Inequality and Difference. Interdisciplinary doctoral student workshop with Monika Wulz
Registration now open!
In recent years, the topics of inequality and difference have sparked controversial and sometimes heated public debates. Criticism of discrimination and marginalization is facing an increasing number of conservative counterforces. In addition to these political debates, inequality and difference are receiving renewed attention in humanities and social science research. Since Thomas Piketty's "Capital in the Twenty-First Century", numerous studies on the structures of economic and social inequality have emerged. Since the 1980s, activists and researchers have pointed out that treatments of inequality based on race, class, and gender cannot be separated intersectionally. Recently, the practices of inequality and difference have been examined more frequently from a global and comparative perspective.
This research seminar provides a platform to explore methodological concepts, phenomena, and historical categories of inequality and difference based on one's own research. Which concepts and methods from inequality research can you use to design your own study? Which historical concepts of inequality and difference can be identified in your research topic, and how can these concepts be analyzed historically and critically?

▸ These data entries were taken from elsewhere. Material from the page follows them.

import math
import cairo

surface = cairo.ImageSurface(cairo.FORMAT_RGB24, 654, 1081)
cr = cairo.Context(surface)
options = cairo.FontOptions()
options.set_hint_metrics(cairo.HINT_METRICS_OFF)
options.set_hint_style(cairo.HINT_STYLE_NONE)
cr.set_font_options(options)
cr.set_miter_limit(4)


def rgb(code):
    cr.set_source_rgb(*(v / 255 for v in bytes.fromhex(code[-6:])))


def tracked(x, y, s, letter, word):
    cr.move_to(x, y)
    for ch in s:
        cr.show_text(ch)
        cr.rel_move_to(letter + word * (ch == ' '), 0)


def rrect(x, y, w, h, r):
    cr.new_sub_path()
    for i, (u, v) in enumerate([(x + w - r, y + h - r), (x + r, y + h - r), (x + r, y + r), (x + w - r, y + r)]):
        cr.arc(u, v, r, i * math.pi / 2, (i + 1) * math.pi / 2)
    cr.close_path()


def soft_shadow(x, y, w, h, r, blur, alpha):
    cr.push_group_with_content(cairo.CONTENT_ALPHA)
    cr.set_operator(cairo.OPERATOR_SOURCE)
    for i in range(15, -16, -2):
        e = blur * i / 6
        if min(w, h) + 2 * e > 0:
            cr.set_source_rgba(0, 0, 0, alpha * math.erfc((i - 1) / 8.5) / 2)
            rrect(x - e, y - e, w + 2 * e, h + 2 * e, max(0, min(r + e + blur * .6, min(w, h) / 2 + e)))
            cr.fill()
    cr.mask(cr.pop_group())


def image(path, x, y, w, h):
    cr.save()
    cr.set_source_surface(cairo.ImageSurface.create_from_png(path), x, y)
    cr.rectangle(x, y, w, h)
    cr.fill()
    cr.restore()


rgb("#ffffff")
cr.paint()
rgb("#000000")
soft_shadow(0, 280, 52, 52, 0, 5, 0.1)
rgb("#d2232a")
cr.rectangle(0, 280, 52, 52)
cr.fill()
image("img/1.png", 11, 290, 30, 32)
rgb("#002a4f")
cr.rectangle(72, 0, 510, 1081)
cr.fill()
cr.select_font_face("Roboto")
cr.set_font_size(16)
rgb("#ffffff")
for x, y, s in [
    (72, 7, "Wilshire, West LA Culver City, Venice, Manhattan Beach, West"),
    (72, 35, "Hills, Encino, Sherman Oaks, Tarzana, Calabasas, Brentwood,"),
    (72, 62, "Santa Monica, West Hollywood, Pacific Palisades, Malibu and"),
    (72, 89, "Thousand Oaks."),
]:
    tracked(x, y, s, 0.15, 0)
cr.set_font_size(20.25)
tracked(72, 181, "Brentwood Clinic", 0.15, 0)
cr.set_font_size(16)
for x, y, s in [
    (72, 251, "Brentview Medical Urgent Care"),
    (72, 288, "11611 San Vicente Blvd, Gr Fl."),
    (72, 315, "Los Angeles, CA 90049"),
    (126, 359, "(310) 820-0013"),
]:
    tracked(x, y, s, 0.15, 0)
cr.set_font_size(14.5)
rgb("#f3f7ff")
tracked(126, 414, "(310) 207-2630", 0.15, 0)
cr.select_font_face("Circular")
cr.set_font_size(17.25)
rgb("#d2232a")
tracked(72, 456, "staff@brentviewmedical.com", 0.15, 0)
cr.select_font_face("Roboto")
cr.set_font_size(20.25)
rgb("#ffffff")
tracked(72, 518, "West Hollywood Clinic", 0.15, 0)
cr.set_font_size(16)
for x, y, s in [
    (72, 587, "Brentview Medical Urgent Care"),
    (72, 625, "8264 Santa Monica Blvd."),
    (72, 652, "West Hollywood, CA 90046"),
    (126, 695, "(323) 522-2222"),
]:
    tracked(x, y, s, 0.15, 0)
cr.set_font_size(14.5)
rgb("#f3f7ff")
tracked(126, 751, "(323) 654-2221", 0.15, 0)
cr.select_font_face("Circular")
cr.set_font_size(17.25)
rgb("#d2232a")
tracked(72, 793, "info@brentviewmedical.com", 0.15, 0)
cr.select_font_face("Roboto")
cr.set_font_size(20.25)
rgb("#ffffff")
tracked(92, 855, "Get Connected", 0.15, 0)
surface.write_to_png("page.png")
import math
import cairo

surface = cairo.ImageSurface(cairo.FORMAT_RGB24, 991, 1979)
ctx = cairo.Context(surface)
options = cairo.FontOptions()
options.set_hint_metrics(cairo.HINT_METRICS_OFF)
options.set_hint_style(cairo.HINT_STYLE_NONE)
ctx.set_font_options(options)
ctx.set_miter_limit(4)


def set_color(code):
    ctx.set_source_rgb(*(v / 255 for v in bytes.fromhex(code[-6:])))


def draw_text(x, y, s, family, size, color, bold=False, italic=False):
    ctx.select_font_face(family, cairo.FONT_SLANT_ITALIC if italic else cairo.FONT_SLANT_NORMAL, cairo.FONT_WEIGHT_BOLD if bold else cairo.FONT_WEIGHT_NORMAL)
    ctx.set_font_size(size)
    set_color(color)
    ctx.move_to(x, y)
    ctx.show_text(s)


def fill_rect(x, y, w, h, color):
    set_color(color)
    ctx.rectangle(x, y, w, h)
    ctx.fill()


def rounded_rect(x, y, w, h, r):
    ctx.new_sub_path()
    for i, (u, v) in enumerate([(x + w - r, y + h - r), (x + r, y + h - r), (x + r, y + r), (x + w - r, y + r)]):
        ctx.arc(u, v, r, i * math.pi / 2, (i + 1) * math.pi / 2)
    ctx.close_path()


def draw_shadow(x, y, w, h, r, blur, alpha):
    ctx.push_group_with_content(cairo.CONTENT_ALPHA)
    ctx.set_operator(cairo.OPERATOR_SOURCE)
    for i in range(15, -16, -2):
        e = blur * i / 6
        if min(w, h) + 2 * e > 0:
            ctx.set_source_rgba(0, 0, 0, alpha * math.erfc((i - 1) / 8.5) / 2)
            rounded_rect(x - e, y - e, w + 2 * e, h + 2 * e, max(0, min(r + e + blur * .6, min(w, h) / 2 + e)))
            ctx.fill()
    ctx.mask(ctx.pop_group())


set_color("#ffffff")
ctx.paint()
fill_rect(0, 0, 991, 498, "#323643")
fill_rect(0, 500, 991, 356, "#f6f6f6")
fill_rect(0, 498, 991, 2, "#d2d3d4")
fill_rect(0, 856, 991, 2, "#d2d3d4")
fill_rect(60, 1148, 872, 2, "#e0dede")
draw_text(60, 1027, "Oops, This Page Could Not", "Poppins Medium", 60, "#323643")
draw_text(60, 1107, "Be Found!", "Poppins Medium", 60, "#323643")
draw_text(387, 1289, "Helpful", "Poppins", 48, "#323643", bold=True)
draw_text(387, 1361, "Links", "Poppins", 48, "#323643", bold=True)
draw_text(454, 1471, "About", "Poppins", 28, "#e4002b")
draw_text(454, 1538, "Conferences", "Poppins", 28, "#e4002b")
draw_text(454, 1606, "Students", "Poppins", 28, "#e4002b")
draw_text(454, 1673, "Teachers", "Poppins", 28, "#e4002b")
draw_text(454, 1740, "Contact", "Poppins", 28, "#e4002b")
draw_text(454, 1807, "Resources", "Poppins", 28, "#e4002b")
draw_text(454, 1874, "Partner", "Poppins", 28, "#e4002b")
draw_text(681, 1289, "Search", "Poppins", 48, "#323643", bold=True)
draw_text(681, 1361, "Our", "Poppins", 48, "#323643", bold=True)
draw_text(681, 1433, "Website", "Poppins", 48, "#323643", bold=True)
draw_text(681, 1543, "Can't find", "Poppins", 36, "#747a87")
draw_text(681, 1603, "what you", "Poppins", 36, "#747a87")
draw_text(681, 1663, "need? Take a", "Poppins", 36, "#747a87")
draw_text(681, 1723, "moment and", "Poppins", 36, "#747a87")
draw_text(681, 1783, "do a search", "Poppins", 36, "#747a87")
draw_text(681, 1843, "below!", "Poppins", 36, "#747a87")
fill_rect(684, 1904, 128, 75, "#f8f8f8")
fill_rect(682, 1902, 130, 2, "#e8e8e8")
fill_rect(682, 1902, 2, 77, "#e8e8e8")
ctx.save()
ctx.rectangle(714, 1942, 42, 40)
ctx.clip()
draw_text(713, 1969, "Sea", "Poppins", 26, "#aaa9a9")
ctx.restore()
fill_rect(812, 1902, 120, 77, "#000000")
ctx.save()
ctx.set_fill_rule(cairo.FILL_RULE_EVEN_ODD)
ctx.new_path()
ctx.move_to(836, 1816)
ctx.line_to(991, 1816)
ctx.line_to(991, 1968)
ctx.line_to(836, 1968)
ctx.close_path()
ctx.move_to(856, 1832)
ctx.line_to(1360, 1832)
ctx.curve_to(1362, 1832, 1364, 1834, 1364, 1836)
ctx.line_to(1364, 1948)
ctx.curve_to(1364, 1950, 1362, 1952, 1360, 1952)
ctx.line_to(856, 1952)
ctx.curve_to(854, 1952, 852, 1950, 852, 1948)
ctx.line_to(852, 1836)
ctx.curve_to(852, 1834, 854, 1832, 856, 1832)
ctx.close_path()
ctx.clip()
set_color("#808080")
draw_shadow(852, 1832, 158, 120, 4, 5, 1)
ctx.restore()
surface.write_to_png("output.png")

In what ways do alternative concepts of individual or social coexistence become visible through demonstrations of difference?
This seminar is based on doctoral students' research projects and is intended to be an interactive workshop for jointly analyzing and discussing concepts and phenomena of inequality and difference in their respective works.
Dates for the block course: November 7 and 8, and November 28 and 29, from 10 a.m. to 5 p.m. each day at the University of Lucerne.